In the US, over the past 30 years, advances in cardiovascular care have resulted in a dramatic decline in mortality and morbidity associated with ST elevation myocardial infarction (STEMI) and non-STEMI.1,2 The overall incidence of coronary heart disease (CHD) has decreased over the last four decades.3

There are various reports about disparities in healthcare and the higher mortality among African Americans in CHD.3-5 There are few reports looking at racial disparities in the treatment of STEMI. We present our community-based experience demonstrating the disparities among African Americans and Caucasians in the treatment of STEMI.

Hypothesis
The study was designed to test the hypothesis that there is a disparity in the treatment of STEMI among African Americans and Caucasians.

Methods and Design 
A retrospective chart review on two STEMI population groups was performed - October 1995 to July 1997 (first) and October 2005 to July 2007 (second).
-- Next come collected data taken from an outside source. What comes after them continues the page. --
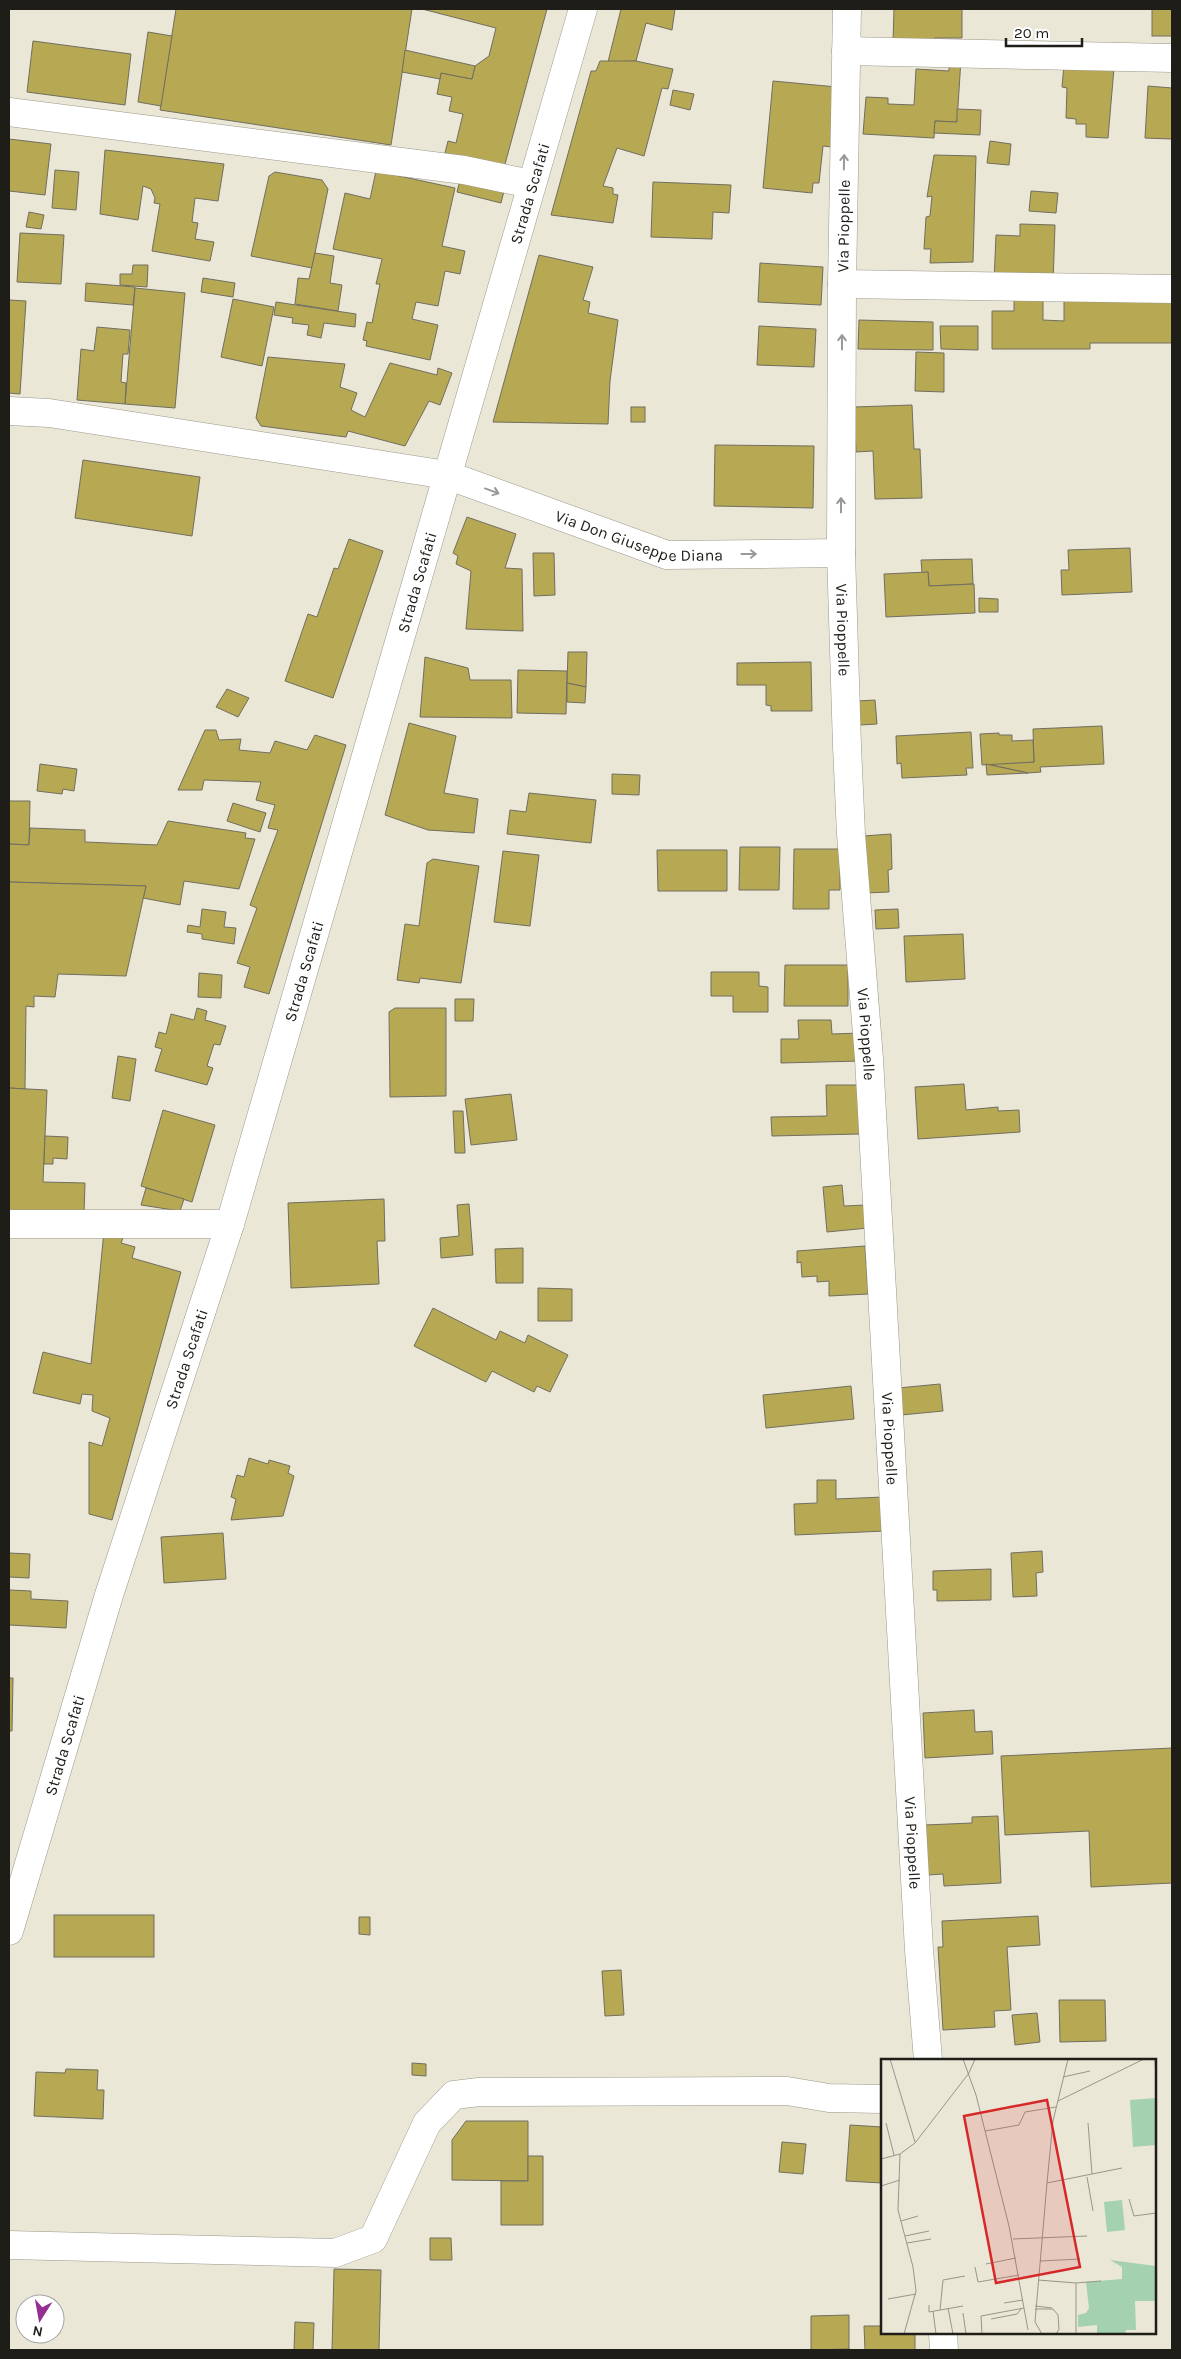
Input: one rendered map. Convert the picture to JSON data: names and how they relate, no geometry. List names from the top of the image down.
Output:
{
  "streets": {
    "street": ["Strada Scafati", "Via Pioppelle", "Via Don Giuseppe Diana"]
  },
  "crossings": [
    ["Strada Scafati", "Via Don Giuseppe Diana"],
    ["Via Pioppelle", "Via Don Giuseppe Diana"]
  ],
  "one_way": ["Via Don Giuseppe Diana"],
  "scale_bar": "20 m",
  "north": "bottom"
}
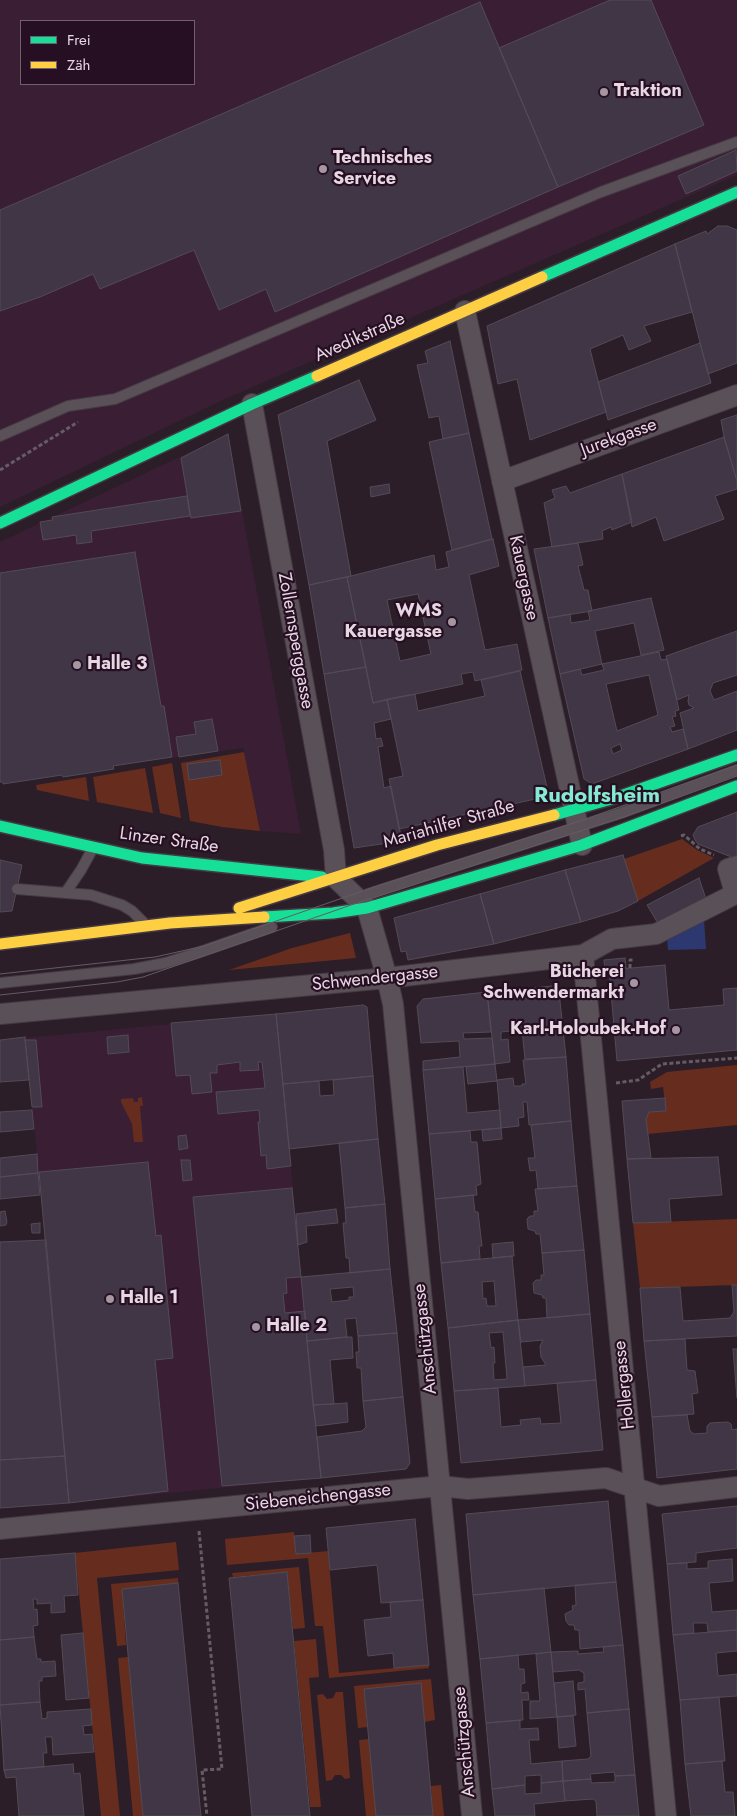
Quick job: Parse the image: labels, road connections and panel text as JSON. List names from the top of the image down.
{
  "streets": {
    "street": [
      "Avedikstraße",
      "Jurekgasse",
      "Kauergasse",
      "Zollernsperggasse",
      "Mariahilfer Straße",
      "Linzer Straße",
      "Schwendergasse",
      "Anschützgasse",
      "Hollergasse",
      "Siebeneichengasse"
    ]
  },
  "crossings": [
    ["Avedikstraße", "Kauergasse"],
    ["Avedikstraße", "Zollernsperggasse"],
    ["Jurekgasse", "Kauergasse"],
    ["Kauergasse", "Mariahilfer Straße"],
    ["Zollernsperggasse", "Mariahilfer Straße"],
    ["Zollernsperggasse", "Linzer Straße"],
    ["Zollernsperggasse", "Anschützgasse"],
    ["Mariahilfer Straße", "Linzer Straße"],
    ["Mariahilfer Straße", "Anschützgasse"],
    ["Linzer Straße", "Anschützgasse"],
    ["Schwendergasse", "Anschützgasse"],
    ["Schwendergasse", "Hollergasse"],
    ["Anschützgasse", "Siebeneichengasse"],
    ["Hollergasse", "Siebeneichengasse"]
  ],
  "districts": ["Rudolfsheim"],
  "places": [
    "Traktion",
    "Technisches Service",
    "WMS Kauergasse",
    "Halle 3",
    "Bücherei Schwendermarkt",
    "Karl-Holoubek-Hof",
    "Halle 1",
    "Halle 2"
  ],
  "legend": ["Frei", "Zäh"]
}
Each of the two groups comprised patients with first event of STEMI in an 18-month timeframe at our community teaching hospital, St. Joseph Mercy Oakland, Pontiac, Michigan, US. The institutional Review Board approved this retrospective review protocol. Data collection included patient demographics, insurance status, co-morbidities, hospital length of stay (LOS) and their clinical outcome with complications if any.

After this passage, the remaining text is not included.